Religion
- Affiliation: Hinduism
- District: Kanyakumari district
- Deity: Kali

Location
- Location: Kanyakumari Wildlife Sanctuary
- State: Tamil Nadu
- Country: India
- Interactive map of Kalikesam
- Coordinates: 8°24′40″N 77°23′29″E﻿ / ﻿8.4110°N 77.3915°E

= Kalikesam =

Kalikesam is located in the Kanyakumari wild life sanctuary in Kanyakumari district in Tamil Nadu, India. The Kali temple situated here.

==How to Reach==
This place is some 35 km from Nagercoil. There are buses from Nagercoil to this place but the frequency is low. Bus no. for this route is 4, 4A from Nagercoil and 330 from marthandam. In which the bus only one time goes to kalekesam around mid-noon time and there will be a special bus for here for full days during the festival season such as full moon days and other Tamil festive seasons. The best way to visit here is by your own transportation.
By going on your own transportation you need to get an entry ticket from the check post, it's available near the keeriparai police station. Go slow and drive safely.

==Facilities==
Previously it was a remote place that attracted many for drinking liquor and other illegal activities.
At present, there is a check post provided to avoid these illegal activities within these forest areas. There is only one small shop that sells tea and biscuits.

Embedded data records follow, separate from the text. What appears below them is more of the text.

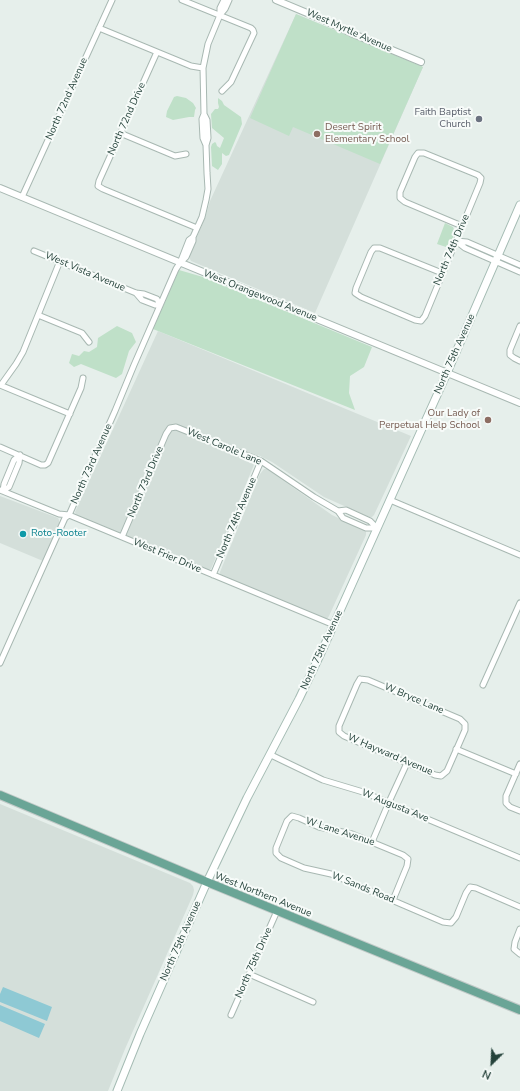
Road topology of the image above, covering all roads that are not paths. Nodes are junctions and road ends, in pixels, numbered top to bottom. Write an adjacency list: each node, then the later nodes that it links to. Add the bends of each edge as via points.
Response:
1 (112, 0): 7 (street, North 72nd Avenue)
2 (182, 0): 6 (street)
3 (224, 0): 6 (street, North 73rd Avenue)
4 (229, 0): 6 (street, North 73rd Avenue)
5 (276, 0): 9 (street, West Myrtle Avenue)
6 (220, 15): 10 (street, North 73rd Avenue, via 208,44); 11 (street, via 251,28 254,33 231,82)
7 (99, 28): 8 (street); 15 (street, North 72nd Avenue)
8 (157, 52): 10 (street, via 191,66); 12 (street, North 72nd Drive)
9 (421, 62)
10 (203, 68): 18 (street, North 73rd Avenue, via 202,119 208,189 204,211)
11 (222, 91)
12 (120, 133): 13 (street, via 175,156); 18 (street, North 72nd Drive, via 98,186)
13 (186, 154)
14 (0, 188): 15 (street, West Orangewood Avenue)
15 (22, 197): 23 (street, West Orangewood Avenue)
16 (520, 205): 21 (main road, North 75th Avenue)
17 (462, 226): 17 (street, North 74th Drive, via 481,178 424,153 418,153 400,192 400,198); 19 (street, North 74th Drive)
18 (197, 228): 23 (street, North 73rd Avenue)
19 (456, 241): 21 (street); 26 (street, North 74th Drive)
20 (34, 251): 22 (street, West Vista Avenue)
21 (497, 258): 24 (street); 25 (street); 32 (main road, North 75th Avenue)
22 (60, 261): 27 (street, West Vista Avenue, via 144,294); 28 (street)
23 (180, 263): 27 (street, North 73rd Avenue); 32 (street, West Orangewood Avenue)
24 (520, 265)
25 (520, 272)
26 (442, 273): 26 (street, North 74th Drive, via 421,321 356,293 374,248 380,248)
27 (160, 304): 44 (street, North 73rd Avenue)
28 (38, 315): 30 (street, via 82,333); 34 (street, via 20,358)
29 (520, 326): 31 (street, via 510,350 510,355)
30 (89, 342)
31 (520, 361)
32 (447, 373): 35 (street, West Orangewood Avenue); 42 (main road, North 75th Avenue)
33 (83, 378): 36 (street)
34 (1, 385): 36 (street)
35 (520, 403)
36 (70, 414): 39 (street, via 48,463 41,465)
37 (170, 428): 40 (street, West Carole Lane, via 176,427); 46 (street, North 73rd Drive)
38 (0, 447): 39 (street)
39 (20, 455): 41 (street, via 9,486)
40 (261, 461): 43 (street, West Carole Lane); 48 (street, North 74th Avenue)
41 (2, 491): 44 (street, West Frier Drive, via 59,514)
42 (390, 500): 45 (main road, North 75th Avenue); 47 (street)
43 (338, 511): 45 (street, West Carole Lane, via 346,510 370,521); 45 (street, West Carole Lane, via 343,518 364,527)
44 (69, 514): 46 (street, West Frier Drive); 51 (street, North 73rd Avenue)
45 (377, 528): 50 (main road, North 75th Avenue)
46 (122, 537): 48 (street, West Frier Drive)
47 (520, 555)
48 (213, 575): 50 (street, West Frier Drive)
49 (520, 603): 52 (street)
50 (334, 625): 55 (main road, North 75th Avenue)
51 (0, 663)
52 (483, 686)
53 (339, 732): 54 (street, W Bryce Lane, via 339,726 357,684 360,679 368,680 460,719 465,724 465,730); 56 (street, W Hayward Avenue)
54 (456, 748): 56 (street, W Hayward Avenue, via 442,776); 58 (street)
55 (270, 755): 60 (street, W Augusta Ave, via 323,780); 65 (main road, North 75th Avenue)
56 (407, 763): 60 (street)
57 (520, 764): 58 (street)
58 (516, 774): 61 (street, via 506,796 506,803)
59 (0, 795): 65 (main road, West Northern Avenue)
60 (389, 802): 62 (street); 64 (street, W Augusta Ave)
61 (520, 812)
62 (372, 842): 63 (street, W Lane Avenue, via 352,834 319,827 292,816 287,821); 66 (street, W Lane Avenue, via 408,859 408,866)
63 (276, 853): 66 (street, W Sands Road, via 281,858 304,868 331,874)
64 (520, 858)
65 (207, 882): 68 (main road, West Northern Avenue); 75 (main road, North 75th Avenue)
66 (394, 900): 67 (street, W Sands Road, via 451,923 470,887)
67 (520, 907)
68 (277, 911): 71 (street, North 75th Drive); 73 (main road, West Northern Avenue)
69 (520, 929): 70 (street, via 514,949)
70 (520, 954)
71 (249, 974): 72 (street); 74 (street, North 75th Drive)
72 (313, 1002)
73 (520, 1010)
74 (231, 1015)
75 (117, 1091)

If you are going from Kerala after Trivandrum City it is 85 km via road. After crossing the Kerala check post you have to take left from the highway for almost 35 km to reach this place. The roads are very bad throughout, be careful of the kids and cattle wandering in the road if you are driving. There is little mobile connectivity. So you can't call anybody if anything happens to you.

Access to Kalikesam temple is restricted and one needs to take permission from the Forest Officer, Nagercoil to enter the area.

Lot of deaths have happened in the area due to drowning.